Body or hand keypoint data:
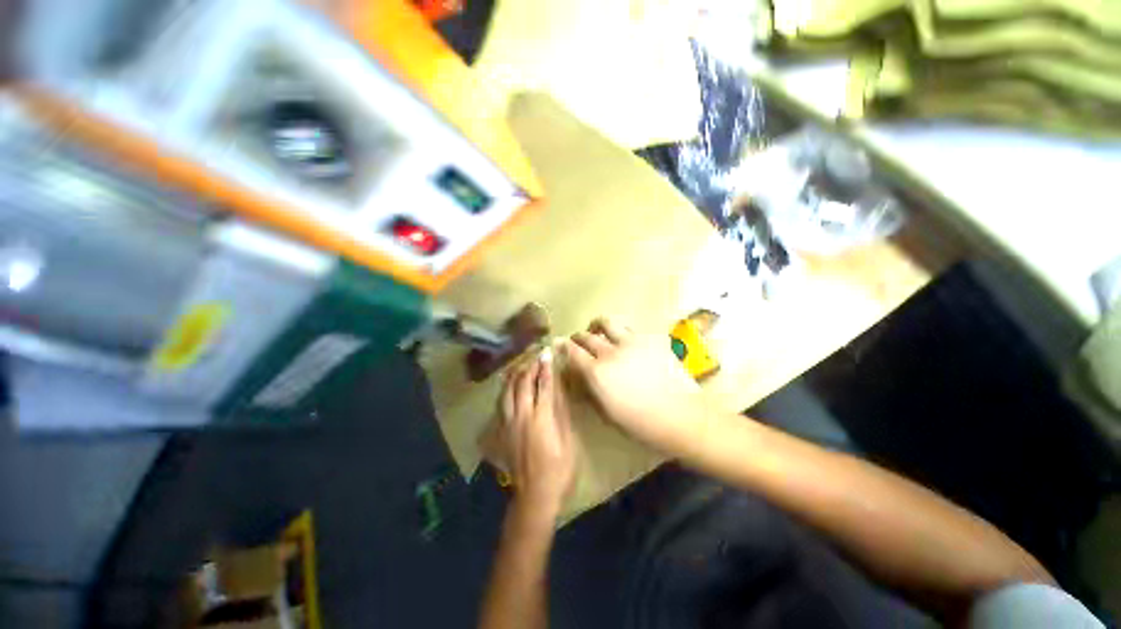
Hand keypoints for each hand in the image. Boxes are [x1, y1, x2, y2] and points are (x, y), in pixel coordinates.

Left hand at [498, 349, 577, 517]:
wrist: (536, 494)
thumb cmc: (560, 468)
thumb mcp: (567, 438)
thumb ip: (561, 411)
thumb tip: (557, 389)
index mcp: (542, 417)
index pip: (544, 384)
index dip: (546, 367)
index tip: (548, 352)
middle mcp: (522, 415)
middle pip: (523, 384)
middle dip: (529, 366)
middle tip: (534, 355)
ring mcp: (509, 424)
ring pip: (507, 392)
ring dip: (514, 376)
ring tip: (519, 366)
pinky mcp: (501, 432)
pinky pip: (499, 406)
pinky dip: (504, 392)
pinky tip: (506, 387)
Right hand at [563, 317, 707, 454]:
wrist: (681, 416)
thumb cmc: (641, 423)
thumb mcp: (607, 413)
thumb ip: (591, 390)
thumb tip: (581, 377)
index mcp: (597, 372)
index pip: (572, 351)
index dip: (563, 346)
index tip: (560, 344)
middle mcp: (610, 352)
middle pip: (586, 335)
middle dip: (578, 337)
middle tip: (578, 342)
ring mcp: (631, 341)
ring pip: (606, 322)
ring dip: (597, 326)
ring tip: (598, 331)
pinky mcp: (649, 338)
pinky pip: (628, 328)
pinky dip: (619, 332)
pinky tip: (624, 342)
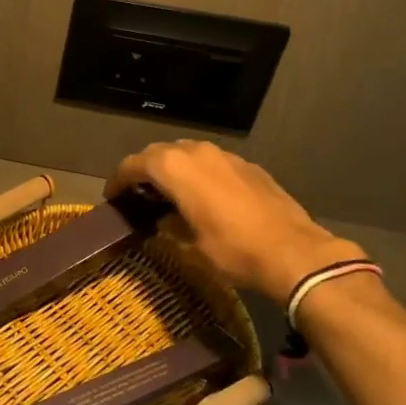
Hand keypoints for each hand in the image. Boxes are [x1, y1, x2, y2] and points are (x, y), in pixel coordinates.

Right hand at [106, 140, 359, 300]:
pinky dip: (199, 174)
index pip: (133, 165)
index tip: (112, 197)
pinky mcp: (248, 166)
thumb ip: (170, 224)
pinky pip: (212, 163)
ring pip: (187, 153)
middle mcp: (197, 152)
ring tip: (167, 194)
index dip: (118, 180)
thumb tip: (163, 221)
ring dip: (173, 169)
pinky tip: (203, 197)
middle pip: (159, 153)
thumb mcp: (190, 245)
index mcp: (175, 168)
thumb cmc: (233, 250)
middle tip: (137, 194)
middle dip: (144, 171)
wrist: (294, 252)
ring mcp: (225, 156)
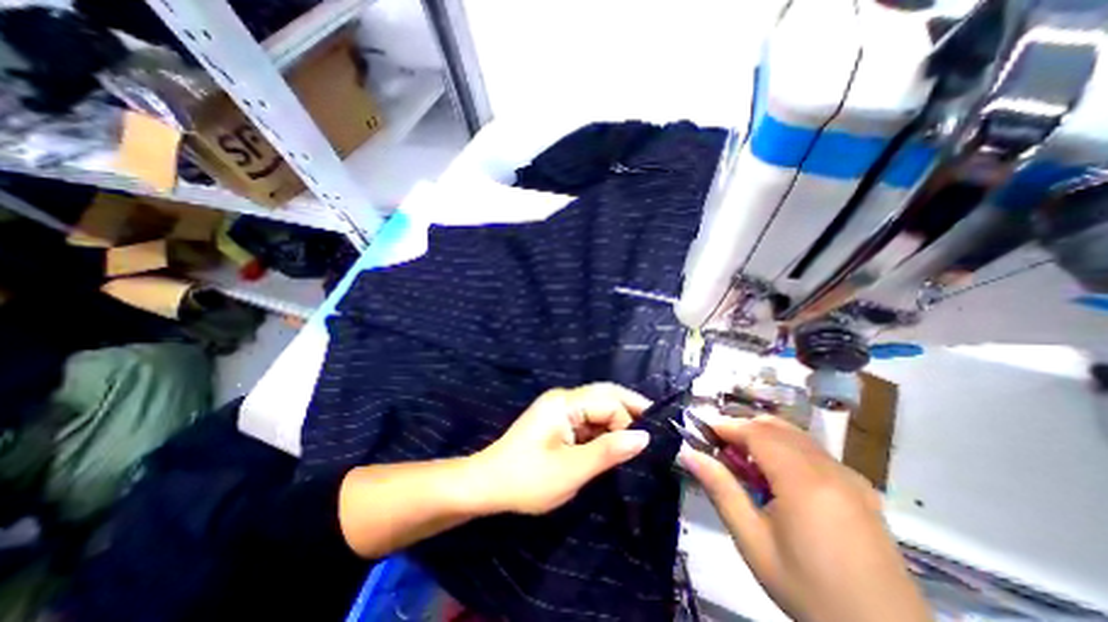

▶ **ASSIGNMENT**: Using the records above, copy all lines that include the word "ring".

▶ **COMPLETED TASK**:
ring mcp: (509, 424)
ring pip: (507, 392)
ring dip: (514, 376)
ring tip: (519, 366)
ring mcp: (631, 341)
ring pip: (606, 322)
ring dip: (597, 326)
ring tip: (598, 331)
ring pip: (187, 153)
ring tip: (167, 194)
ring dip: (173, 169)
ring mcp: (225, 156)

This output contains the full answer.